Thursday, October 17, 2013

Novel oral vasodilator approved to treat pulmonary hypertension

Riociguat, a potent vasodilator that is the first in a new class of drugs, has been approved by the Food and Drug Administration for treating two types of pulmonary hypertension in adults.
The drug, which will be marketed as Adempas, was approved Oct. 8 to treat:
1-chronic thromboembolic pulmonary hypertension (CTEPH) and,
2- pulmonary arterial hypertension (PAH),.
Orally administered in tablet form, riociguat is a soluble guanylate cyclase (sGC) stimulator, the first drug in this class to be approved for pulmonary hypertension. It is also "the first drug of any class to be shown to be effective for patients with CTEPH
Riociguat is a pregnancy category X drug and is available to women only through a Risk Evaluation and Mitigation Strategy (REMS) program.
The approved indications for the drug, which will be marketed by Bayer HealthCare Pharmaceuticals, are for:
1-persistent/recurrent CTEPH (WHO group 4) "after surgical treatment or inoperable CTEPH to improve exercise capacity and WHO functional class" or PAH (WHO group 1) "to improve exercise capacity, improve WHO functional class, and to delay clinical worsening."
Approval was based on the results of two international studies that found treatment resulted in significant improvements over placebo in the 6 minute walk test.

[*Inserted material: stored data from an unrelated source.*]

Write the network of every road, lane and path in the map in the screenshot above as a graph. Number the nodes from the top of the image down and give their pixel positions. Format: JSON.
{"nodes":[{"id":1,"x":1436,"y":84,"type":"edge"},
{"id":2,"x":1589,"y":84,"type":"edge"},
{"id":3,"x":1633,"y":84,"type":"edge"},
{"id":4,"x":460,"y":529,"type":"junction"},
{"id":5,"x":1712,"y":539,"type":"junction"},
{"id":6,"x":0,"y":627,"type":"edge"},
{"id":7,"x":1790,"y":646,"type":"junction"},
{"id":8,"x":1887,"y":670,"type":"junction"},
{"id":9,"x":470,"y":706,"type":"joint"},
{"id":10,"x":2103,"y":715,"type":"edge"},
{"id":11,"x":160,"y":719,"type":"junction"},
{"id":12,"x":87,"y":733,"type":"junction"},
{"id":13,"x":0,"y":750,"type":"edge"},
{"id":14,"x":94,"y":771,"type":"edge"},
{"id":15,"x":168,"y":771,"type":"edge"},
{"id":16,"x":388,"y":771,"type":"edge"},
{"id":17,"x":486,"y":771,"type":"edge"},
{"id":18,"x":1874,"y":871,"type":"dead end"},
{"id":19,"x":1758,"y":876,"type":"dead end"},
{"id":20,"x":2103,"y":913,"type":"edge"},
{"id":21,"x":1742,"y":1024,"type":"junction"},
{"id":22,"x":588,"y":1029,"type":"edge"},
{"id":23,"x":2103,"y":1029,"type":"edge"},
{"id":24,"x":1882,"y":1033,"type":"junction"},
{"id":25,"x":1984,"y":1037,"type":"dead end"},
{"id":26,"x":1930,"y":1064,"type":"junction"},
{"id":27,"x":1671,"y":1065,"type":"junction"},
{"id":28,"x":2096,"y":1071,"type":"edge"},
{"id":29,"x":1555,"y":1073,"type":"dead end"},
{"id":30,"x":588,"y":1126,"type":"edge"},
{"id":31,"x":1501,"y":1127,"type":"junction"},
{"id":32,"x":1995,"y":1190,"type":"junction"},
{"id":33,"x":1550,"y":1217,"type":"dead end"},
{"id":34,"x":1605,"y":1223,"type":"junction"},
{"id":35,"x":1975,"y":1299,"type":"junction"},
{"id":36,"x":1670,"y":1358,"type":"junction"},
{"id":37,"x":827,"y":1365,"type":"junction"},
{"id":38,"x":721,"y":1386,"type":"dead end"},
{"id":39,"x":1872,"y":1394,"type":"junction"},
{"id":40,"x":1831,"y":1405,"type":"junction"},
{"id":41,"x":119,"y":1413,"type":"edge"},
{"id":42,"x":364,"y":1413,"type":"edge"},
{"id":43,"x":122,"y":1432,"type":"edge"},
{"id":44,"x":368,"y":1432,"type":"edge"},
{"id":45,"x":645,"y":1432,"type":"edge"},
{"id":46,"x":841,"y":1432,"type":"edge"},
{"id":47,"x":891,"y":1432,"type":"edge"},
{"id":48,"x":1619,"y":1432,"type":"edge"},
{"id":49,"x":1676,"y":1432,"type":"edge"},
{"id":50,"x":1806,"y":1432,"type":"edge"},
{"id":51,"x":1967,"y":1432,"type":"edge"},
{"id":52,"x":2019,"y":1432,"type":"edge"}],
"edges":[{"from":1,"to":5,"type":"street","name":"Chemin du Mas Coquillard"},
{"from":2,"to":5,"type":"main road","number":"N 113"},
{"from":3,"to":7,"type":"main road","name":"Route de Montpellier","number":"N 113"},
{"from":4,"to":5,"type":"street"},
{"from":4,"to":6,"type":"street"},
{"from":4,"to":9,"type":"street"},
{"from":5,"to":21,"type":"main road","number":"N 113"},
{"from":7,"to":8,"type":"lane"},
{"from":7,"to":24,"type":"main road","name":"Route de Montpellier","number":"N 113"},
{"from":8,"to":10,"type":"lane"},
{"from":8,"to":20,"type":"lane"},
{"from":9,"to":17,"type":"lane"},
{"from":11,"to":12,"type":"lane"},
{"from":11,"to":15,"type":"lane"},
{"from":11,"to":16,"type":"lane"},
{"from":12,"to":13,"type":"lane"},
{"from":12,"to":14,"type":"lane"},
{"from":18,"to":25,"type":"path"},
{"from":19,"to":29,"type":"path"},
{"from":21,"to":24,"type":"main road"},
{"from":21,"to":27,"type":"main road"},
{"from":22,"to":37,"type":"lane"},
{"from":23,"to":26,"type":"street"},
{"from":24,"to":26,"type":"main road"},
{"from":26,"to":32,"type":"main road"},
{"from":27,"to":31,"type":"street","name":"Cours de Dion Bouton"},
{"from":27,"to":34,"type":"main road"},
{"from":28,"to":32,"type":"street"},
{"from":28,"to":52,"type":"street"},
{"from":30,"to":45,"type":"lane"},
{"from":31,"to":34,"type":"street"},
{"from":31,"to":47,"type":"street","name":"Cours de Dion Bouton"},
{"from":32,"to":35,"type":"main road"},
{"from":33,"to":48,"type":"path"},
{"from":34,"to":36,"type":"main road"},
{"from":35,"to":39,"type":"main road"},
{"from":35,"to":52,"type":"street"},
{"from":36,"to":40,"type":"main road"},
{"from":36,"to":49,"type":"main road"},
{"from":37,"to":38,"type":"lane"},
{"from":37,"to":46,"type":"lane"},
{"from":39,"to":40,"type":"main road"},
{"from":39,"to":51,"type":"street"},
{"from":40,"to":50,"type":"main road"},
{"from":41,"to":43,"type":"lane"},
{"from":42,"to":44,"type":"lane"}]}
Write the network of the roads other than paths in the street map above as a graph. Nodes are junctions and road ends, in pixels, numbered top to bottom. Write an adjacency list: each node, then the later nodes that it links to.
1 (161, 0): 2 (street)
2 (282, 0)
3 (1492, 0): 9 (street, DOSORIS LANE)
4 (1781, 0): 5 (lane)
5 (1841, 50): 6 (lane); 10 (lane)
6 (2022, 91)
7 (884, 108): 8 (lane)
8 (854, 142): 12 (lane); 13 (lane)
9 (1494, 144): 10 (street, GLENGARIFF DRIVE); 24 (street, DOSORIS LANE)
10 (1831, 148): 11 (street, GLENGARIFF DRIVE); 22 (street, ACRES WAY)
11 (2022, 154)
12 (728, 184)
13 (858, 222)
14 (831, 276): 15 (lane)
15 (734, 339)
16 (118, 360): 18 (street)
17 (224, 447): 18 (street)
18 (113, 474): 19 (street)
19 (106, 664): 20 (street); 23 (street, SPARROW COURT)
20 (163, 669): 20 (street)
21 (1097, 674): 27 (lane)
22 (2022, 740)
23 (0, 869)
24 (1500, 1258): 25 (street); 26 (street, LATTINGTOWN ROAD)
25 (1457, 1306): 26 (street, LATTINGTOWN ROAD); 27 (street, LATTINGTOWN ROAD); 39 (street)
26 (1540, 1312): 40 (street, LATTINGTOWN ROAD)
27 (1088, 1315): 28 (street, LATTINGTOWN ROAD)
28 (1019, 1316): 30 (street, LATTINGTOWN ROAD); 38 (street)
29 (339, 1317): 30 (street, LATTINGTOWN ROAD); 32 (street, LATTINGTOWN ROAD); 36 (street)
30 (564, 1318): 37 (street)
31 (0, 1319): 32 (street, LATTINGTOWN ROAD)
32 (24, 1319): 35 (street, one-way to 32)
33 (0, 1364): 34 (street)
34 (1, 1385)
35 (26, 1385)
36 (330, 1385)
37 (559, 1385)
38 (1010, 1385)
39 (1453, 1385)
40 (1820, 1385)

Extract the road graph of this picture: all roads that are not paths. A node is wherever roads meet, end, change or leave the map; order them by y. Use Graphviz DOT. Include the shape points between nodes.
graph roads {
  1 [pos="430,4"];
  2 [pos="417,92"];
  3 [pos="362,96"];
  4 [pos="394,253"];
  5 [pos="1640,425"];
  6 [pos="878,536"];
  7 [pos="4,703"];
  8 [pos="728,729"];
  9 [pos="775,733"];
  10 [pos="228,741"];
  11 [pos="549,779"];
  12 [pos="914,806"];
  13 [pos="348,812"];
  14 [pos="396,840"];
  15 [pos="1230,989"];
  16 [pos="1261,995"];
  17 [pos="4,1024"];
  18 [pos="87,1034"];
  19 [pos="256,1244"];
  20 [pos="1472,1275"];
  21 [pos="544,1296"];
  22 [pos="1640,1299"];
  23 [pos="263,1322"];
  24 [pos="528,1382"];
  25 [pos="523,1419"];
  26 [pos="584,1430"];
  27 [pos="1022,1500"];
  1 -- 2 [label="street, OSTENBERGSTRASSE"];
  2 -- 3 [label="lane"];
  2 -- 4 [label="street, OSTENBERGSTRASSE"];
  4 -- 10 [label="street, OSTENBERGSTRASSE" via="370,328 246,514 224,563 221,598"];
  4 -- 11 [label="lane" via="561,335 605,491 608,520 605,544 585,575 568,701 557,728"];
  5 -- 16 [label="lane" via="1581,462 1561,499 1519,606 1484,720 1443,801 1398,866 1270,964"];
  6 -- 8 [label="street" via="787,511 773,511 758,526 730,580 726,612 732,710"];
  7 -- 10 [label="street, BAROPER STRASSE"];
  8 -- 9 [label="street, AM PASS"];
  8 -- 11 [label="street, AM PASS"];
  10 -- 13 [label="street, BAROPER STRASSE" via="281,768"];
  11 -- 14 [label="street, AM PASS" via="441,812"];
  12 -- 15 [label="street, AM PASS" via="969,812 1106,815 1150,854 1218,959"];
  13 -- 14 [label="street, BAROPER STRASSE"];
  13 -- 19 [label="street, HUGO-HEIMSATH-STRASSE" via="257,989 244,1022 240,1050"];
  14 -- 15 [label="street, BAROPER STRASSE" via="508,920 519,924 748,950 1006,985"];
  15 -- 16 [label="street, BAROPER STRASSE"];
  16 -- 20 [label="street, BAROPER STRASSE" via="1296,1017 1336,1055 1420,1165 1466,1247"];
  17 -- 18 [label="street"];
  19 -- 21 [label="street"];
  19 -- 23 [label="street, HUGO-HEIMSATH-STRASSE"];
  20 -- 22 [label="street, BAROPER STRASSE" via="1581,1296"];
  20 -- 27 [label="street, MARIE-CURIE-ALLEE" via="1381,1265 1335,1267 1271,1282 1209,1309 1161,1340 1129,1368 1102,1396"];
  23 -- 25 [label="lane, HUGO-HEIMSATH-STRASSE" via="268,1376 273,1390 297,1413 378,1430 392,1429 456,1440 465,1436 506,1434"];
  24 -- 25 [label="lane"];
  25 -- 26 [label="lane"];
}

In the study of 380 patients with PAH, the change from baseline in the 6-minute walk test at 12 weeks improved by a mean of 30 m among those treated with riociguat, vs. a mean drop of 6 m in the placebo group.
 The WHO functional class improved in 21% of those on riociguat, compared with 14% in the placebo group, deteriorating in 4% and 14%, respectively.
In the study of 261 patients with CTEPH, the change from baseline in the 6-minute walk test at 16 weeks improved by a mean of 39 m among treated patients vs. a mean 6 m reduction in the placebo group at 16 weeks. WHO functional class improved in 33% of those on riociguat and 15% of those on placebo, deteriorating in 5% and 7%, respectively.
The two studies were published in the July 25 issue of the New England Journal of Medicine (2013;369:330-40; 2013;369:319-29).